Tony Blair wanted to be 'pretty fierce' with president Robert Mugabe (PA)
'Ultimately if France wants to take the heat on this they can and probably they are using it to damage the UK's standing in Africa in the belief (mistaken) that Mugabe retains credibility.
'But we should be seen to do all we can to protest.'
The row came as Zimbabwe was caught up in a worsening spiral of violence and economic collapse after Mr Mugabe instigated a violent campaign to drive the country's remaining white farmers from their lands.
Mr Blair's Labour government was at the forefront of international efforts to pressurise Mr Mugabe to end the chaos, implement democratic reforms and restore the rule of law.
The UK's intervention was, however, deeply resented by Mr Mugabe who argued that – as the former colonial power – Britain should be paying reparations to his country.
As the situation worsened Mr Blair noted that they needed to be 'pretty fierce on Mugabe' if they were to make any progress.
Nelson Mandela told Tony Blair that Mr Mugabe should be treated with respect (Matthew Fearn/PA)
He was, however, warned by South Africa's former president Nelson Mandela that – as a veteran of Africa's struggles for liberation from colonial rule – Mr Mugabe still needed to be treated with respect.
'Despite the recent turmoil in Zimbabwe we must not forget that President Mugabe is a statesman who has made a major contribution not only to Zimbabwe's independence but to the liberation of southern Africa,' he wrote in a letter to the prime minister.
'He deserves our good will, support and advice.
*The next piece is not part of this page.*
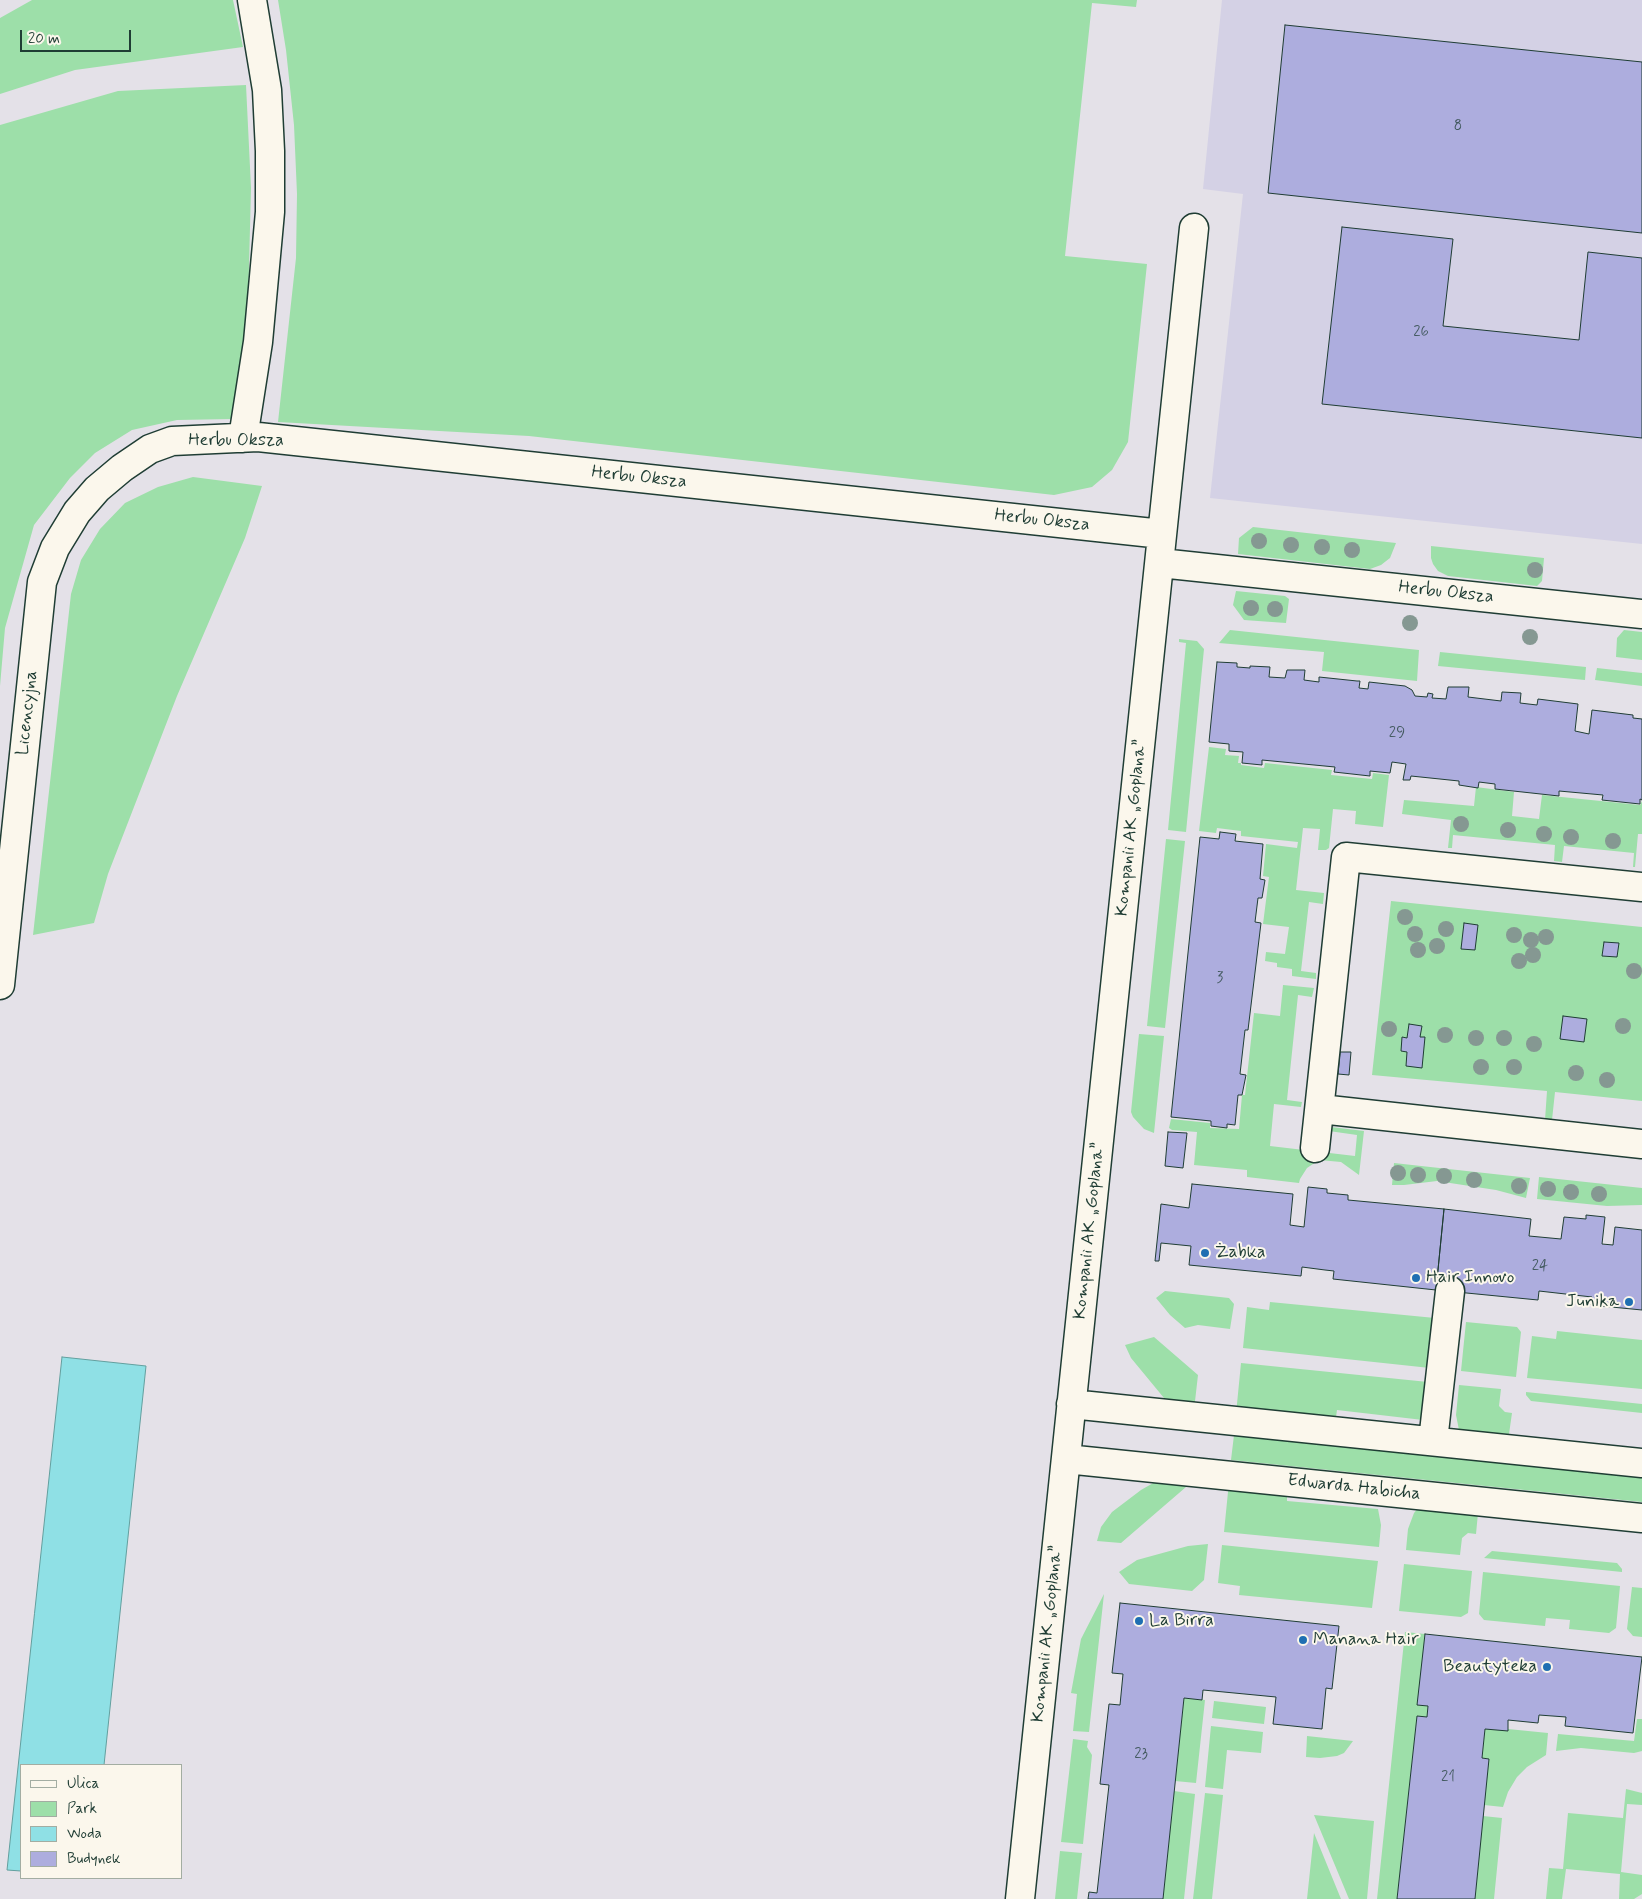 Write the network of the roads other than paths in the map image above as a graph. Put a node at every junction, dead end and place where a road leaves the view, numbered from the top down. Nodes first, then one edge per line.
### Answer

As friends we should be able to discuss the issue of land redistribution, the rule of law and violence frankly and constructively with him.'
Meanwhile, efforts to foster better Anglo-French co-operation on Africa were hampered by a deep personal antipathy between Mr Chirac and Britain's international development secretary Clare Short.
Sir John Holmes, Britain's ambassador to Paris, said Mr Chirac had taken him aside to complain that she was 'viscerally anti-French and 'insupportable''.
He contrasted her attitude with the good working relationship French foreign minister Hubert Vedrine had enjoyed with his British counterpart Jack Straw and before him Robin Cook.
'Vedrine and Cook had worked well together, and Vedrine and Straw were continuing in the same vein. But Ms Short was impossible,' Sir John reported the French president as saying.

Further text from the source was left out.